What you are asked to do: Show me each line of the listing below where the word "Atotol" appears.
Input data section start
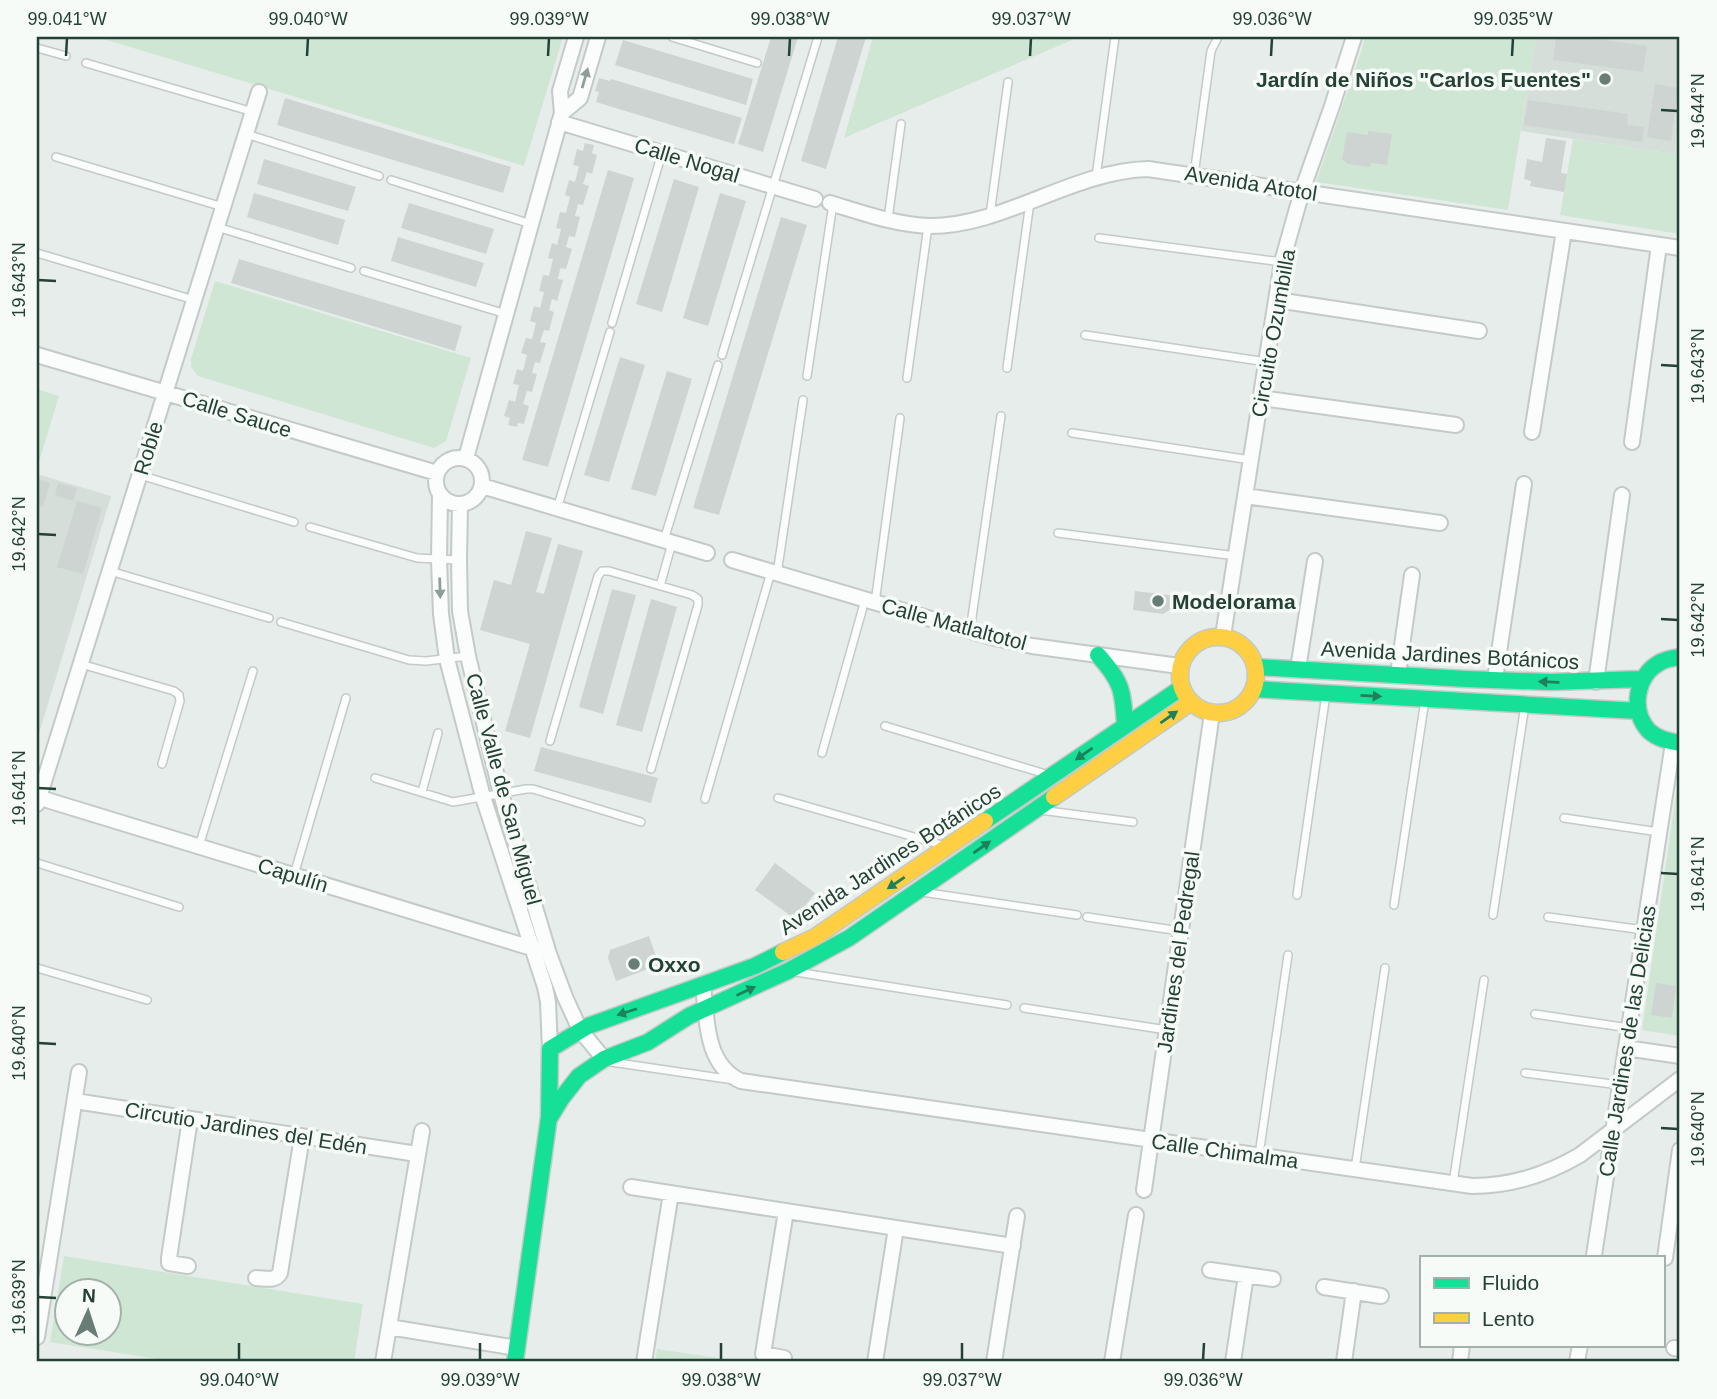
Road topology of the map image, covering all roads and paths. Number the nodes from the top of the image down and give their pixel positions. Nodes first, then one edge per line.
1 (576, 37) edge
2 (598, 37) edge
3 (672, 37) edge
4 (818, 37) edge
5 (1115, 37) edge
6 (1218, 37) edge
7 (1354, 37) edge
8 (37, 48) edge
9 (66, 57) dead end
10 (86, 63) dead end
11 (757, 63) dead end
12 (1008, 82) dead end
13 (259, 92) dead end
14 (253, 112) junction
15 (561, 117) junction
16 (901, 124) dead end
17 (246, 134) junction
18 (662, 153) junction
19 (55, 157) dead end
20 (1194, 175) junction
21 (379, 176) dead end
22 (1096, 177) junction
23 (391, 180) dead end
24 (774, 186) junction
25 (1302, 191) junction
26 (815, 199) dead end
27 (1031, 201) junction
28 (832, 204) joint
29 (223, 207) junction
30 (990, 215) junction
31 (888, 220) junction
32 (531, 224) junction
33 (928, 226) junction
34 (217, 227) junction
35 (1564, 231) junction
36 (1099, 238) dead end
37 (1658, 245) junction
38 (1680, 248) edge
39 (37, 253) edge
40 (1282, 262) junction
41 (351, 268) dead end
42 (363, 271) dead end
43 (194, 300) junction
44 (1276, 300) junction
45 (506, 314) junction
46 (1479, 331) dead end
47 (1086, 335) dead end
48 (37, 355) edge
49 (722, 355) dead end
50 (1267, 362) junction
51 (719, 365) dead end
52 (1007, 368) dead end
53 (807, 376) dead end
54 (907, 378) dead end
55 (165, 393) junction
56 (1261, 398) junction
57 (803, 400) dead end
58 (1002, 416) dead end
59 (900, 418) dead end
60 (1456, 425) dead end
61 (1532, 432) dead end
62 (1072, 433) dead end
63 (1632, 442) dead end
64 (466, 458) junction
65 (1251, 460) junction
66 (437, 473) junction
67 (140, 475) junction
68 (1524, 484) dead end
69 (482, 486) junction
70 (440, 495) junction
71 (1622, 495) dead end
72 (1245, 496) junction
73 (460, 504) junction
74 (557, 509) junction
75 (294, 522) dead end
76 (1440, 523) dead end
77 (310, 527) dead end
78 (1058, 533) dead end
79 (668, 542) junction
80 (707, 553) dead end
81 (1236, 556) junction
82 (439, 560) junction
83 (458, 560) junction
84 (732, 561) dead end
85 (1315, 561) dead end
86 (110, 571) junction
87 (774, 573) junction
88 (1412, 575) dead end
89 (660, 586) junction
90 (870, 601) junction
91 (270, 618) dead end
92 (281, 622) dead end
93 (970, 631) junction
94 (1223, 636) junction
95 (1098, 655) junction
96 (468, 656) junction
97 (1680, 657) edge
98 (447, 659) junction
99 (81, 664) junction
100 (1180, 666) junction
101 (1256, 667) junction
102 (1298, 669) junction
103 (253, 671) dead end
104 (1398, 674) junction
105 (1494, 679) junction
106 (1641, 679) junction
107 (1596, 682) junction
108 (1181, 688) junction
109 (1254, 689) junction
110 (1326, 693) junction
111 (345, 698) dead end
112 (1425, 699) junction
113 (1190, 702) junction
114 (1525, 705) junction
115 (1638, 711) junction
116 (1212, 713) junction
117 (885, 726) dead end
118 (1125, 726) junction
119 (438, 733) dead end
120 (550, 741) dead end
121 (1676, 743) edge
122 (822, 753) dead end
123 (162, 764) dead end
124 (651, 769) dead end
125 (1053, 776) junction
126 (375, 778) dead end
127 (422, 793) junction
128 (501, 794) junction
129 (483, 797) junction
130 (778, 798) dead end
131 (705, 799) dead end
132 (37, 800) edge
133 (1036, 809) junction
134 (1564, 817) dead end
135 (641, 822) dead end
136 (1133, 822) dead end
137 (1659, 832) junction
138 (199, 847) junction
139 (948, 847) junction
140 (37, 863) edge
141 (294, 876) junction
142 (918, 891) junction
143 (1297, 895) dead end
144 (1394, 905) dead end
145 (179, 907) dead end
146 (1077, 915) dead end
147 (1493, 915) dead end
148 (1087, 917) dead end
149 (1548, 917) dead end
150 (1644, 930) junction
151 (1181, 931) junction
152 (531, 948) junction
153 (549, 954) junction
154 (1288, 955) dead end
155 (37, 968) edge
156 (1385, 968) dead end
157 (788, 971) junction
158 (1483, 980) dead end
159 (703, 986) junction
160 (565, 997) junction
161 (667, 998) junction
162 (147, 1000) dead end
163 (548, 1002) junction
164 (1007, 1005) dead end
165 (1024, 1008) dead end
166 (706, 1009) junction
167 (1535, 1014) dead end
168 (671, 1027) junction
169 (1629, 1028) junction
170 (580, 1030) junction
171 (1167, 1030) junction
172 (1626, 1048) junction
173 (550, 1049) junction
174 (1680, 1056) edge
175 (604, 1059) junction
176 (79, 1072) dead end
177 (1525, 1073) dead end
178 (1680, 1079) edge
179 (741, 1082) junction
180 (1620, 1085) junction
181 (75, 1101) junction
182 (549, 1117) junction
183 (190, 1119) junction
184 (1613, 1129) junction
185 (422, 1131) dead end
186 (302, 1136) junction
187 (1152, 1140) junction
188 (1680, 1150) edge
189 (417, 1154) junction
190 (1259, 1155) junction
191 (1355, 1169) junction
192 (1453, 1183) junction
193 (631, 1187) dead end
194 (1144, 1190) dead end
195 (671, 1193) junction
196 (786, 1211) junction
197 (1136, 1215) dead end
198 (1017, 1216) dead end
199 (896, 1228) junction
200 (1013, 1246) junction
201 (1594, 1255) dead end
202 (1665, 1258) dead end
203 (188, 1266) dead end
204 (1210, 1270) dead end
205 (1246, 1275) junction
206 (256, 1278) dead end
207 (1273, 1279) dead end
208 (1324, 1287) dead end
209 (1354, 1291) junction
210 (1381, 1296) dead end
211 (389, 1327) junction
212 (37, 1331) edge
213 (516, 1355) edge
214 (784, 1358) dead end
215 (383, 1362) edge
216 (644, 1362) edge
217 (875, 1362) edge
218 (994, 1362) edge
219 (1112, 1362) edge
220 (1233, 1362) edge
221 (1344, 1362) edge

1 - 15 street
15 -> 2 street
3 - 11 lane
4 - 24 lane
5 - 22 lane
6 - 20 lane
7 - 25 street, Circuito Ozumbilla
8 - 9 lane
10 - 14 lane
12 - 30 lane
13 - 14 street, Roble
14 - 17 street, Roble
15 - 18 street, Calle Nogal
15 - 32 street
16 - 31 lane
17 - 21 lane
17 - 29 street, Roble
18 - 24 street, Calle Nogal
18 - 74 lane
19 - 29 lane
20 - 22 street, Avenida Atotol
20 - 25 street, Avenida Atotol
22 - 27 street, Avenida Atotol
23 - 32 lane
24 - 26 street, Calle Nogal
24 - 49 lane
25 - 35 street, Avenida Atotol
25 - 40 street, Circuito Ozumbilla
27 - 30 street, Avenida Atotol
27 - 52 lane
28 - 31 street, Avenida Atotol
28 - 53 lane
29 - 34 street, Roble
30 - 33 street, Avenida Atotol
31 - 33 street, Avenida Atotol
32 - 45 street
33 - 54 lane
34 - 41 lane
34 - 43 street, Roble
35 - 37 street, Avenida Atotol
35 - 61 street
36 - 40 lane
37 - 38 street, Avenida Atotol
37 - 63 street
39 - 43 lane
40 - 44 street, Circuito Ozumbilla
42 - 45 lane
43 - 55 street, Roble
44 - 46 street
44 - 50 street, Circuito Ozumbilla
45 - 64 street
47 - 50 lane
48 - 55 street, Calle Sauce
50 - 56 street, Circuito Ozumbilla
51 - 79 lane
55 - 66 street, Calle Sauce
55 - 67 street, Roble
56 - 60 street
56 - 65 street, Circuito Ozumbilla
57 - 87 lane
58 - 93 lane
59 - 90 lane
62 - 65 lane
64 - 66 street
64 - 69 street
65 - 72 street, Circuito Ozumbilla
66 - 70 street
67 - 75 lane
67 - 86 street, Roble
68 - 105 street
69 - 73 street
69 - 74 street
70 - 73 street
70 - 82 street, Calle Valle de San Miguel
71 - 107 street
72 - 76 street
72 - 81 street, Circuito Ozumbilla
73 - 83 street, Calle Valle de San Miguel
74 - 79 street
77 - 82 lane
78 - 81 lane
79 - 80 street
79 - 89 lane
81 - 94 street, Circuito Ozumbilla
82 - 83 lane
82 -> 98 street, Calle Valle de San Miguel
83 - 96 street, Calle Valle de San Miguel
84 - 87 street, Calle Matlaltotol
85 - 102 street
86 - 91 lane
86 - 99 street, Roble
87 - 90 street, Calle Matlaltotol
87 - 131 lane
88 - 104 street
89 - 120 lane
89 - 124 lane
90 - 93 street, Calle Matlaltotol
90 - 122 lane
92 - 98 lane
93 - 95 street, Calle Matlaltotol
94 - 100 street
94 - 101 street
95 - 100 street, Calle Matlaltotol
95 - 118 street
96 - 98 lane
96 - 128 street, Calle Valle de San Miguel
97 - 106 street
98 - 129 street, Calle Valle de San Miguel
99 - 123 lane
99 - 132 street, Roble
100 - 108 street
101 - 102 street, Avenida Jardines Botánicos
101 - 109 street
102 - 104 street, Avenida Jardines Botánicos
103 - 138 lane
104 - 105 street, Avenida Jardines Botánicos
107 -> 105 street, Avenida Jardines Botánicos
106 - 107 street, Avenida Jardines Botánicos
106 - 115 street
108 - 113 street
108 - 118 street, Avenida Jardines Botánicos
109 - 110 street
109 - 116 street
110 -> 112 street
110 - 143 lane
111 - 141 lane
112 - 114 street
112 - 144 lane
113 - 116 street
133 -> 113 street, Avenida Jardines Botánicos
114 - 115 street
114 - 147 lane
115 - 121 street
116 - 151 street, Jardines del Pedregal
117 - 125 lane
118 -> 125 street, Avenida Jardines Botánicos
119 - 127 lane
121 - 137 street, Calle Jardines de las Delicias
125 - 139 street, Avenida Jardines Botánicos
126 - 127 lane
127 - 129 lane
128 - 129 lane
128 - 135 lane
128 - 153 street, Calle Valle de San Miguel
129 - 152 street, Calle Valle de San Miguel
130 - 139 lane
132 - 138 street, Capulín
133 - 136 lane
142 -> 133 street, Avenida Jardines Botánicos
134 - 137 lane
137 - 150 street, Calle Jardines de las Delicias
138 - 141 street, Capulín
139 -> 159 street, Avenida Jardines Botánicos
140 - 145 lane
141 - 152 street, Capulín
142 - 146 lane
142 - 157 street, Avenida Jardines Botánicos
148 - 151 lane
149 - 150 lane
150 - 169 street, Calle Jardines de las Delicias
151 - 171 street, Jardines del Pedregal
152 - 153 street, Capulín
152 - 163 street, Calle Valle de San Miguel
153 - 160 street, Calle Valle de San Miguel
154 - 190 lane
155 - 162 lane
156 - 191 lane
157 - 164 lane
166 -> 157 street, Avenida Jardines Botánicos
158 - 192 lane
159 - 161 street, Avenida Jardines Botánicos
159 - 166 street
160 - 163 lane
160 - 170 street, Calle Valle de San Miguel
161 - 168 street
161 -> 170 street, Avenida Jardines Botánicos
163 - 173 street, Calle Valle de San Miguel
165 - 171 lane
166 - 168 street, Avenida Jardines Botánicos
166 - 179 street
167 - 169 lane
168 - 175 street, Avenida Jardines Botánicos
169 - 172 street, Calle Jardines de las Delicias
170 - 173 street, Avenida Jardines Botánicos
170 - 175 street, Calle Valle de San Miguel
171 - 187 street, Jardines del Pedregal
172 - 174 street
172 - 180 street, Calle Jardines de las Delicias
173 - 182 street, Avenida Jardines Botánicos
175 - 179 lane, Calle Chimalma
175 - 182 street, Avenida Jardines Botánicos
176 - 181 street
177 - 180 lane
178 - 184 street, Calle Chimalma
179 - 187 street, Calle Chimalma
180 - 184 street, Calle Jardines de las Delicias
181 - 183 street, Circutio Jardines del Edén
181 - 212 street
182 - 213 street, Avenida Jardines Botánicos
183 - 186 street, Circutio Jardines del Edén
183 - 203 street
184 - 192 street, Calle Chimalma
184 - 201 street, Calle Jardines de las Delicias
185 - 189 street
186 - 189 street, Circutio Jardines del Edén
186 - 206 street
187 - 190 street, Calle Chimalma
187 - 194 street, Jardines del Pedregal
188 - 202 street
189 - 211 street
190 - 191 street, Calle Chimalma
191 - 192 street, Calle Chimalma
193 - 195 street
195 - 196 street
195 - 216 street
196 - 199 street
196 - 214 street
197 - 219 street
198 - 200 street
199 - 200 street
199 - 217 street
200 - 218 street
204 - 205 street
205 - 207 street
205 - 220 street
208 - 209 street
209 - 210 street
209 - 221 street
211 - 213 street
211 - 215 street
Input data section end
Task response:
20 - 22 street, Avenida Atotol
20 - 25 street, Avenida Atotol
22 - 27 street, Avenida Atotol
25 - 35 street, Avenida Atotol
27 - 30 street, Avenida Atotol
28 - 31 street, Avenida Atotol
30 - 33 street, Avenida Atotol
31 - 33 street, Avenida Atotol
35 - 37 street, Avenida Atotol
37 - 38 street, Avenida Atotol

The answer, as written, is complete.